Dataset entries

= = =

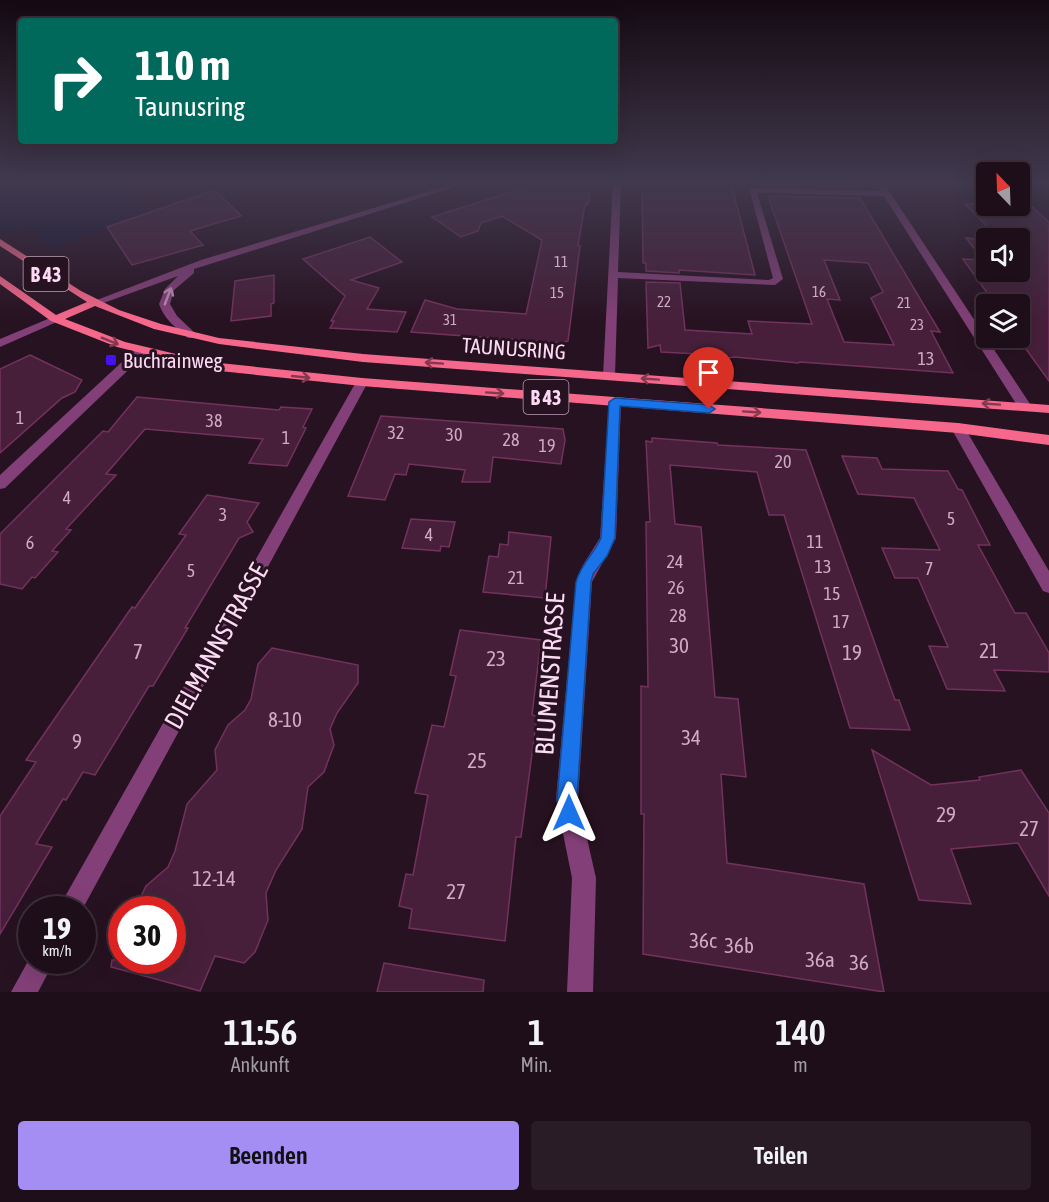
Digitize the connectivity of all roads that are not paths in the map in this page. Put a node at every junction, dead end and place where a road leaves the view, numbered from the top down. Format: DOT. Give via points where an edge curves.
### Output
graph roads {
  1 [pos="315,228"];
  2 [pos="615,228"];
  3 [pos="762,228"];
  4 [pos="910,228"];
  5 [pos="0,242"];
  6 [pos="204,262"];
  7 [pos="612,275"];
  8 [pos="0,279"];
  9 [pos="94,303"];
  10 [pos="55,319"];
  11 [pos="192,336"];
  12 [pos="0,344"];
  13 [pos="141,351"];
  14 [pos="609,376"];
  15 [pos="362,382"];
  16 [pos="615,402"];
  17 [pos="1024,407"];
  18 [pos="1049,409"];
  19 [pos="958,428"];
  20 [pos="1049,440"];
  21 [pos="0,484"];
  22 [pos="1049,586"];
  23 [pos="77,896"];
  24 [pos="34,974"];
  25 [pos="24,992"];
  26 [pos="580,992"];
  1 -- 6 [label="street"];
  2 -- 7 [label="street"];
  3 -- 7 [label="street" via="778,279 771,283"];
  4 -- 17 [label="street"];
  5 -- 9 [label="main road, TAUNUSRING / B 43"];
  6 -- 9 [label="street"];
  11 -- 6 [label="street, one-way" via="166,311 164,300 177,280"];
  7 -- 14 [label="street"];
  8 -- 10 [label="main road, B 43"];
  9 -- 10 [label="main road"];
  9 -- 11 [label="main road, TAUNUSRING / B 43"];
  10 -- 12 [label="street"];
  10 -- 13 [label="main road, B 43, one-way"];
  14 -- 11 [label="main road, TAUNUSRING / B 43, one-way" via="317,354"];
  13 -- 15 [label="main road, B 43, one-way" via="221,367"];
  13 -- 21 [label="street"];
  17 -- 14 [label="main road, TAUNUSRING / B 43, one-way"];
  15 -- 16 [label="main road, B 43, one-way"];
  15 -- 23 [label="street, DIELMANNSTRASSE"];
  16 -- 19 [label="main road, B 43, one-way"];
  16 -- 26 [label="street, BLUMENSTRASSE" via="608,538 586,572 584,582 567,799 584,878"];
  17 -- 18 [label="main road, TAUNUSRING / B 43"];
  19 -- 20 [label="main road, B 43"];
  19 -- 22 [label="street"];
  24 -- 25 [label="street"];
}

= = =

All lines above that include the word "TAUNUSRING" should be located and copied.

  5 -- 9 [label="main road, TAUNUSRING / B 43"];
  9 -- 11 [label="main road, TAUNUSRING / B 43"];
  14 -- 11 [label="main road, TAUNUSRING / B 43, one-way" via="317,354"];
  17 -- 14 [label="main road, TAUNUSRING / B 43, one-way"];
  17 -- 18 [label="main road, TAUNUSRING / B 43"];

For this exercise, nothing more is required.